I am on a diet, but when I am done dieting, I want to make some small changes that will transform the diet into a healthy eating plan for life and not fall back into bad eating habits.  The concept is simple, but not easy:  fresh fruits and vegetables cooked (if at all) with minimal fats,whole grains, and minimal amounts of animal proteins.  Local organic foods whenever possible because it is not only better for me, but also better for the earth.  Sounds simple, right.  But here's what I can't eat:  dairy products (I'm allergic):  no pizza, lasagna, ice cream, etc, no chocolate, coffee, tea or alcohol, no refined carbohydrates (no desserts, no cakes pies, cookies, candy etc, no bread, rolls, crackers, snacks), no nuts.  It makes it hard to live in the world, at least in our world.  Which is why I am here alone and Biker Buddy and Piano Boy are at the Coney without me.

fog and longing

I don't know why it is, but I love fog. It seems mysterious and beckoning, it encloses things and makes them seem both wilder and simpler. It hides things. It was very very foggy yesterday, because of the thaw and melting snow. I desperately wanted to run around in the woods taking pictures, but by the time we got out of the motorcycle show, it was dark. WAHN!

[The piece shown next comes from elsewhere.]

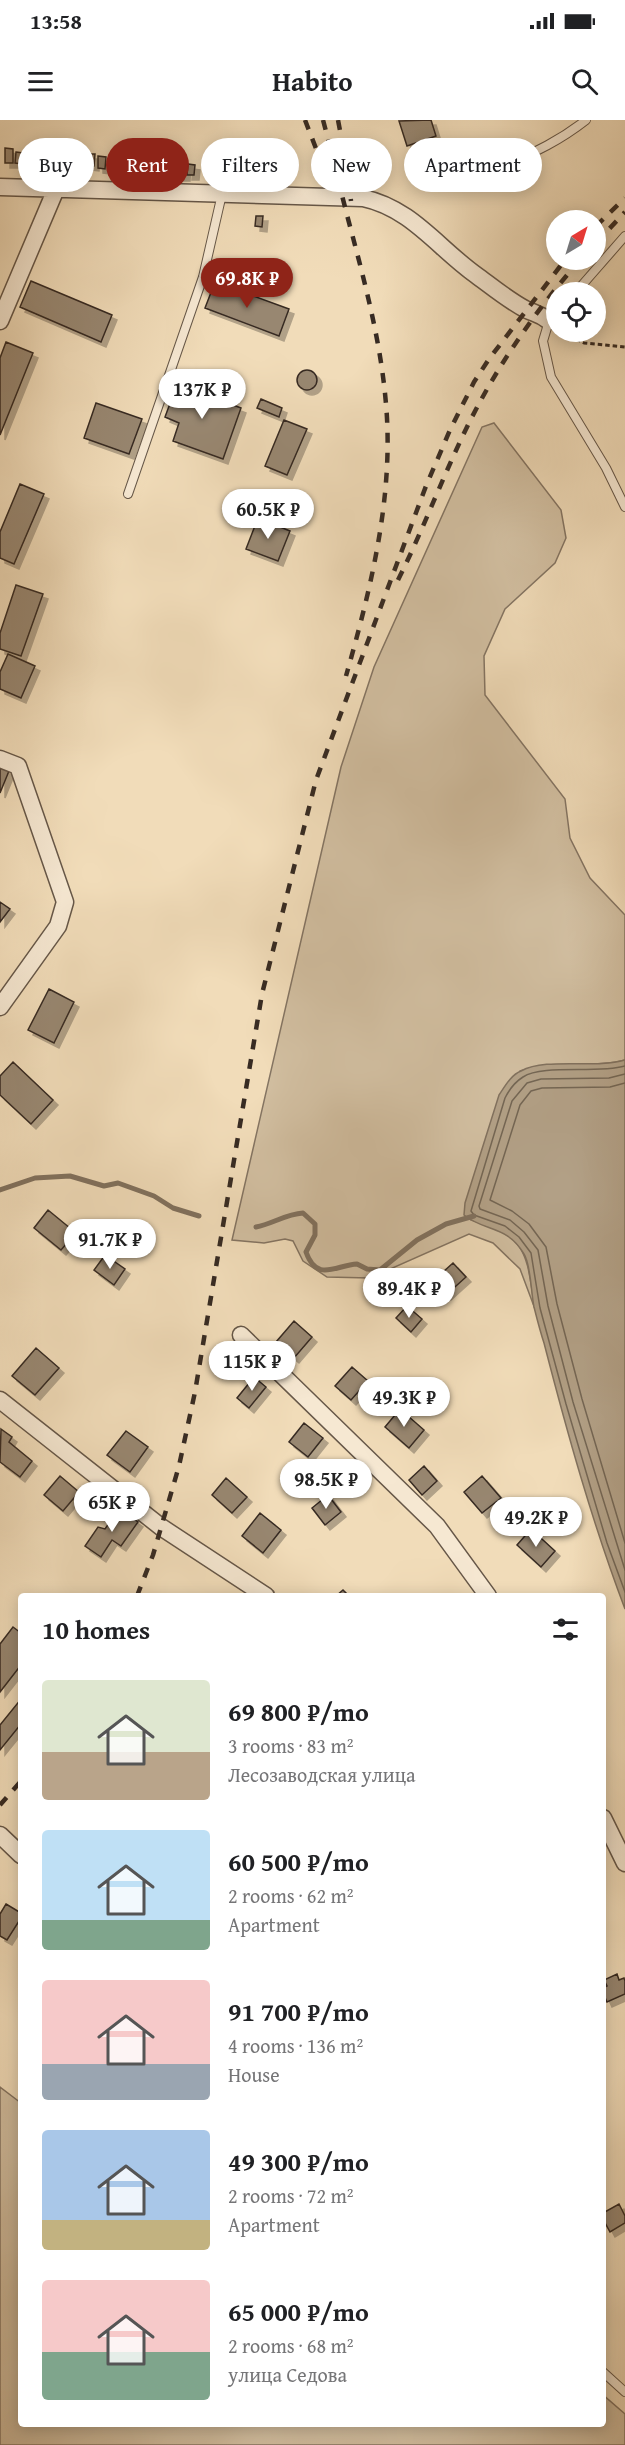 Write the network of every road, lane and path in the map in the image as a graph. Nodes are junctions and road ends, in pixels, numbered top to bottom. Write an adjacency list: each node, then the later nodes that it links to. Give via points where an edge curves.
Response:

These pictures were taken in the dark.


Right there at the arena where they held the show, I discovered a
frozen pond with many muskrat houses! YAY! It was already pretty
dark, but I had fun attempting to get some pictures. You can see the
lights from the surrounding area in some of the pond pictures. By the
time we got to Kensington Metropark, it was totally dark. I was very
disappointed, but I did take some pictures there with my tripod,
which, after adjustment, don't look like night.

I was really pleased to see the pond and muskrat houses. I like
muskrats. I like nature, and I don't get enough of it any more to
suit me. WAHN!

But it was nice to get a mini fix of nature last night. YAY! And to be somewhere a little different. I don't get out as much in the winter.